あれから2週間2011年03月26日 09時45分40秒

 震災発生からの一週間は、目の前で起きている事実を受け入れることができず、おろおろ慌てふためいていた。今でもどこかに、これは夢ではないのかと思っている自分がいる。ここ数日、少し落ち着きを取り戻しつつあるとは言え、なお心が沈んだままである。

 東京電力福島第一原子力発電所のことでは、事故発生当初からテレビにかじりつきながら、最悪の事態になることを想像して、緊張し続けた。放射性物質が放出され、拡散し、次々と避難地域が拡大して行くにつれ、そんなことは今まで考えたこともなかったのに、日本との行く末が心配になった。自分は老いていく者として我慢ができても、若い人たち、子供たち、これから生まれてくる赤ちゃん、この人たちの未来は私が若いときに考えていた未来とは全く異なるものになるのではないか。そう考えただけでも、心はますます暗くなるばかりであった。

 毎日、各地で測定された放射線量が発表されている。水道水からも放射性ヨウ素が既定値を超えて検出されているところもある。普段なら大問題で大騒ぎになるであろうに、意外なほどに人々は冷静に受け止めているように見える。なぜだろう。政府は[すぐには健康に影響ない。であるけれども念のため、あらかじめ○○の処置をお願いする。」と繰り返している。
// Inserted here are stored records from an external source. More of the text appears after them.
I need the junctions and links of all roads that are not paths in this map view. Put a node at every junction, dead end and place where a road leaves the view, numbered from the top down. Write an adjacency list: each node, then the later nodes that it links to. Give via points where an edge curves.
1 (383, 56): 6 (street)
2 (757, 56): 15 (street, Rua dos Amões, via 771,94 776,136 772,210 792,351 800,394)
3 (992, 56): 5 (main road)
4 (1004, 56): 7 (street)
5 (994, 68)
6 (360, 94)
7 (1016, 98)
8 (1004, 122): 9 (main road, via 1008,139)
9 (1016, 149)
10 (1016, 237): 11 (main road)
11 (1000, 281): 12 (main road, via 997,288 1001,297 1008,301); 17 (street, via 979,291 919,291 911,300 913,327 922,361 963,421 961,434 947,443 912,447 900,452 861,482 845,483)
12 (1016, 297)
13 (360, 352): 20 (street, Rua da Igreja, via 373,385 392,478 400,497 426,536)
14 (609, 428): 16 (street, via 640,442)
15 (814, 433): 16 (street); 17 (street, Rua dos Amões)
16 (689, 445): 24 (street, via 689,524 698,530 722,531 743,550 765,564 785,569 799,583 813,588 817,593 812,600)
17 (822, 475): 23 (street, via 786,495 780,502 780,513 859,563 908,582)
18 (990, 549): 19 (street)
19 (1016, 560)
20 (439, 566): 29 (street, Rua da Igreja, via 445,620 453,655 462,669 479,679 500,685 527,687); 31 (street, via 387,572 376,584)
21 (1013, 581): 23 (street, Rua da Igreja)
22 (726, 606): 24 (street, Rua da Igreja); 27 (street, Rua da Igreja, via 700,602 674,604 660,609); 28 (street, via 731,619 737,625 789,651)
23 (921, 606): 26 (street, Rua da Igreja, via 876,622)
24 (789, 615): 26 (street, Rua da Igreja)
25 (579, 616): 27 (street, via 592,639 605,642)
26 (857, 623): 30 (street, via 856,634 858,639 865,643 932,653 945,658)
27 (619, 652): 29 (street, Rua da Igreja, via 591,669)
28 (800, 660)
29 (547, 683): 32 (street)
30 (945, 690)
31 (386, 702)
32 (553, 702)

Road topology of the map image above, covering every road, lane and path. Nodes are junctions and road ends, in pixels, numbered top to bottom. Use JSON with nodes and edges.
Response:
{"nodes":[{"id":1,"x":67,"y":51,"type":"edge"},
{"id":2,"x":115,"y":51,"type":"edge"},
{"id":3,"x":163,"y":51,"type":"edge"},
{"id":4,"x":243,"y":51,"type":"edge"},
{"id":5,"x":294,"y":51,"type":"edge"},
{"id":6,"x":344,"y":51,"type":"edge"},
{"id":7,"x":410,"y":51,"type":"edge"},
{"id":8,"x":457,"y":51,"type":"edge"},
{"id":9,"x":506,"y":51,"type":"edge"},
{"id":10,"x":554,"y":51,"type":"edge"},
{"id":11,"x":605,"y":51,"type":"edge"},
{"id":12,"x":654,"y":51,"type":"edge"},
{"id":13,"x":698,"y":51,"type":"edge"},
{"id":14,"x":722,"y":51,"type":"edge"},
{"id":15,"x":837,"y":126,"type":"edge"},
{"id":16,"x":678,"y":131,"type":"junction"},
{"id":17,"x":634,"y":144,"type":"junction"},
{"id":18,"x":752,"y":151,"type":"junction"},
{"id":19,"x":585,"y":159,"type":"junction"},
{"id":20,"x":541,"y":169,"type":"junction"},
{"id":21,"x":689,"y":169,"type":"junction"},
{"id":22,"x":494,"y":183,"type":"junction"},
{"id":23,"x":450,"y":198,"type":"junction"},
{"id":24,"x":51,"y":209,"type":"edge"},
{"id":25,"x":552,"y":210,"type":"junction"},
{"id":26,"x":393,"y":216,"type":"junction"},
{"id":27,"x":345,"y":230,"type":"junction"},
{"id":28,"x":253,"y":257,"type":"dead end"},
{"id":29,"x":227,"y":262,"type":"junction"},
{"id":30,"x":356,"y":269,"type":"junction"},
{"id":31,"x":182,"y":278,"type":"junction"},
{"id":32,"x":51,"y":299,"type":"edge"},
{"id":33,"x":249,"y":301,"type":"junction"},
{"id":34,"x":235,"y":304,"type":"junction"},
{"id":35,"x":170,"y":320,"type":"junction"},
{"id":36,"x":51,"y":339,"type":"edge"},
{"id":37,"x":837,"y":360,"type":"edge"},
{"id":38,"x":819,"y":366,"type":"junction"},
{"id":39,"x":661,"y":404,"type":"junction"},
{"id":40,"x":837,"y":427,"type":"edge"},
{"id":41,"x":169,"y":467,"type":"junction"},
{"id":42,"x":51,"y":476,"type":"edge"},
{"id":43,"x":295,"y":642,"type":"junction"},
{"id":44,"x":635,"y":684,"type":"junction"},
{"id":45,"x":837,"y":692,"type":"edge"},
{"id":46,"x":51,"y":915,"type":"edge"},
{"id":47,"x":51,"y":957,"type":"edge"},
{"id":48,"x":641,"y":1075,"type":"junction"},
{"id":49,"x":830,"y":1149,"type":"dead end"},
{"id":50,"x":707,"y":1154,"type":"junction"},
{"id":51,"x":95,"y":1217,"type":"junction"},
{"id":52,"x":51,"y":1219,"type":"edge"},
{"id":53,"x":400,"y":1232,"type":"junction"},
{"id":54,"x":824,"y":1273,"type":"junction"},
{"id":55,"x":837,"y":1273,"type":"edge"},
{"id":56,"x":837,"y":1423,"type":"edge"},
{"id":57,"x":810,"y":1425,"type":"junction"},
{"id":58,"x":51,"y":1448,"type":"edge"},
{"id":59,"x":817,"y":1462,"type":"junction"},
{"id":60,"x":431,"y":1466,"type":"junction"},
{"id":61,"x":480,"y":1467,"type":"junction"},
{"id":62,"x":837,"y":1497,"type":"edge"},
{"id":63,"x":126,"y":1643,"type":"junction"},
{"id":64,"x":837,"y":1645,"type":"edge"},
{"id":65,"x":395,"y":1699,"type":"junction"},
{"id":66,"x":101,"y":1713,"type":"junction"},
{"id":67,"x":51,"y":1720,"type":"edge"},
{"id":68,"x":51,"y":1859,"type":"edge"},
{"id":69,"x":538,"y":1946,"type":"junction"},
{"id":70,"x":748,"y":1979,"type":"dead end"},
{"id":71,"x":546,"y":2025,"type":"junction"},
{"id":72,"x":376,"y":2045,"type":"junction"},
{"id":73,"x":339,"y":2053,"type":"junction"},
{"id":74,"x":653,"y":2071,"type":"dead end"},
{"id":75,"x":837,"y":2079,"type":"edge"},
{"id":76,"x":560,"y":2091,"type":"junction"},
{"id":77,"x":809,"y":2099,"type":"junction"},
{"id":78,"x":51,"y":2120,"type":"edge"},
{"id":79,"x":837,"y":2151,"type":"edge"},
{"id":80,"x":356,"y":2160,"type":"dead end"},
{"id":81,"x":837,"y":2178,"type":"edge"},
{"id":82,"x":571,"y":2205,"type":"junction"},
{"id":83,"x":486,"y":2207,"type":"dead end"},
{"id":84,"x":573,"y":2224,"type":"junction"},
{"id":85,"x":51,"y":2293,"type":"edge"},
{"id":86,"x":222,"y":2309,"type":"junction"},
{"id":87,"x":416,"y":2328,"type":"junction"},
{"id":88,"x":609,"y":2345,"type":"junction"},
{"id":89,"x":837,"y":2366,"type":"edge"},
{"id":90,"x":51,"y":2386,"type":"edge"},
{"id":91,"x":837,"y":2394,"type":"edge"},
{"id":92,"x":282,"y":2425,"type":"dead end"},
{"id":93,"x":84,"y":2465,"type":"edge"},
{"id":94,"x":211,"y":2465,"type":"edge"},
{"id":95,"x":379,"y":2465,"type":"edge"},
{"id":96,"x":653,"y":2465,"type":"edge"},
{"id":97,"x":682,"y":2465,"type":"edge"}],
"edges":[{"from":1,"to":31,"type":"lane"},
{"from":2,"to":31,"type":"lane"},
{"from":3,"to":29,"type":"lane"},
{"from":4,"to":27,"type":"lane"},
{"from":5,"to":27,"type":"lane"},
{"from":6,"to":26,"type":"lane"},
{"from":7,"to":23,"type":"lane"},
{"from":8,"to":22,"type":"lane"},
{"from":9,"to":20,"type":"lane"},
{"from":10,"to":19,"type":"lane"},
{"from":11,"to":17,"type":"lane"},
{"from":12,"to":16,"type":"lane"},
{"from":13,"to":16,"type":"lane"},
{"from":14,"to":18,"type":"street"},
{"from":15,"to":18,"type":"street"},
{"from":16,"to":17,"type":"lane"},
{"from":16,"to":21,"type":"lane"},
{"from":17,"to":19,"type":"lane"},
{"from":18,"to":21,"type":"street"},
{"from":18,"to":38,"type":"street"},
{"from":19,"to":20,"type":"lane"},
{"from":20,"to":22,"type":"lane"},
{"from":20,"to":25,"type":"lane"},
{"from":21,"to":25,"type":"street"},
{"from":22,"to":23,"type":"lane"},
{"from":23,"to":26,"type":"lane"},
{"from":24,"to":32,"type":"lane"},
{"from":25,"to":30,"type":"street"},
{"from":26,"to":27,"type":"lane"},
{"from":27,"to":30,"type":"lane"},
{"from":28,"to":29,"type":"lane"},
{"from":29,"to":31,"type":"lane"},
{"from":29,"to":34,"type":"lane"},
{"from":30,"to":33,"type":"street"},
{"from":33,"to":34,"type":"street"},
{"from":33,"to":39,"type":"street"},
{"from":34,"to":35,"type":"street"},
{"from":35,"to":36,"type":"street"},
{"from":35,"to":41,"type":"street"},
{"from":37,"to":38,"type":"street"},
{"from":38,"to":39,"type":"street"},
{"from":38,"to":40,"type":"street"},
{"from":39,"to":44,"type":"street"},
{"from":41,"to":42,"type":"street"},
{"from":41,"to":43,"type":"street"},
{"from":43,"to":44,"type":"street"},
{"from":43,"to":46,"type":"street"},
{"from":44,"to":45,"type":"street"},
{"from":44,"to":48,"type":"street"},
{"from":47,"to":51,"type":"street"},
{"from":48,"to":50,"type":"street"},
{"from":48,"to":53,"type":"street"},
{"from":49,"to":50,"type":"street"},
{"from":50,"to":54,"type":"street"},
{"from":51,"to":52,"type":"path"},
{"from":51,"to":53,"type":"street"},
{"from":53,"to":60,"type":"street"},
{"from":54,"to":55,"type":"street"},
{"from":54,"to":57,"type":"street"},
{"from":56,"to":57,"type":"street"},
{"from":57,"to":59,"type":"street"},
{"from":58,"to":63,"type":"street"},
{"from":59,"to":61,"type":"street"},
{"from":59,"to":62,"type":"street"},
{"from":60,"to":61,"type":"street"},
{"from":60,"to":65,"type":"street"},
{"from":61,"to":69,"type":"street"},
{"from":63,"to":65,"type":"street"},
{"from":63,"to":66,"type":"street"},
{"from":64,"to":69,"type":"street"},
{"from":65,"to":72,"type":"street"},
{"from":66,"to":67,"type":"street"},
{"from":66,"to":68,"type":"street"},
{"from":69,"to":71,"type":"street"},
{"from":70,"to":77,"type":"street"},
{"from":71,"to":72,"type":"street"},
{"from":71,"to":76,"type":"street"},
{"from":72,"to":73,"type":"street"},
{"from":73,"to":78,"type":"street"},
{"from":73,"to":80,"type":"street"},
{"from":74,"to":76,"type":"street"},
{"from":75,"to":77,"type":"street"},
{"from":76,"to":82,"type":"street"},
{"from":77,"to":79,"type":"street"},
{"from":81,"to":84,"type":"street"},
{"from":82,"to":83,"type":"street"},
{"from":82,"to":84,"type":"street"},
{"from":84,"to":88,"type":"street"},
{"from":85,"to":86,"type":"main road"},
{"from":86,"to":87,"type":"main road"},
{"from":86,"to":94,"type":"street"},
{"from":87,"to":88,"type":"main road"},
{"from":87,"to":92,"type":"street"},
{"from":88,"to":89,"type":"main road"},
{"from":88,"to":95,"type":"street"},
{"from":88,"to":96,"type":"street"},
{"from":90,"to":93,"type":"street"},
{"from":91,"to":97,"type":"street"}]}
 昨夜、栃木に住んでいる友人から電話があった。彼は仕事がら放射線管理者の資格を持っていて、実験室の放射線を定期的に測定しているのだそうだ。その彼が、こう言って驚いていた。「今は、実験室の中よりも、外の方が放射線レベルが高くておよそ1マイクロシーベルトなんだよ。」
 今や、日本人は1マイクロシーベル程度では驚きもしなくなった。むしろ「ああ、良かったね。少なくて。」とさえ思っているのではないか。

 戦争の時、人々が戦争を日常のものとしていつの間にか受け入れていったのはなぜだろうと不思議に思ったことがあった。今の日本の状況と同じだったのだ。最初はちょっとした小さな放射性物質の漏洩でも大騒ぎし、非難をしていた人たちが、今やおとなしく静かに日常を送っている。おそらく心の中にはこんな思いがあるのかも知れない。「東北の被災者たちのことを考えたら、自分たちはまだ恵まれている。我慢しなければ。」

 敗戦から66年経っても日本人の感性がそんなに変わるものではないのだろう。このことの評価は両面に分かれる。人々と苦しみを分かち合おうとする人間としてのすばらしさ。ひどい状況に陥っても忍耐しながら、解決の時を待ち続ける我慢強さ、という美点。一方、真の問題から目をそらしてしまい、結局責任の所在がうやむやにされていく言い訳にされてしまう部分もある。

 戦後、「一億総懺悔」と言った人がいたそうだ。今回の事故のことも、「みんな悪かったのだ」と言って、済ますのではなく、いったい何が問題だったのか、徹底的に考えるべきではないだろうか。電力会社や国が悪いと、まるで自分には責任がないかのように言い捨ててはならない。私たちは何かをごまかしてきたのではないか。電力会社や政府が強調する「安全神話」をどこかで疑っていながら、目の前の便利な生活を追い求めることを優先し、そのつけを東北の田舎町に押しつけていた、そう面があったことを誰が否定できるだろうか。

 今日の新聞で、原子炉1〜3号機ともに、配管のどこかに亀裂が発生している可能性があると報じている。燃料棒が破損し、高濃度の放射性物質を含んだ冷却水がそこから漏れだしているらしい。中央制御室までは電気が通じたらしいが、冷却ポンプを動かすまではかなりの困難が予想される。
 原子力発電所を稼働させる限り、作業員が被曝することは絶対に避けられない。そのような事実は闇から闇に葬られ、ほとんど表に出てこない。おかしなことだ。どうして隠すのだろう。どんなリスクであれ、表に出して、その上で「それでも原子力発電所が必要だ」と言うのか、それとも別の選択肢を選ぶのか、そのような作業を私たちは怠ってきたのではないか。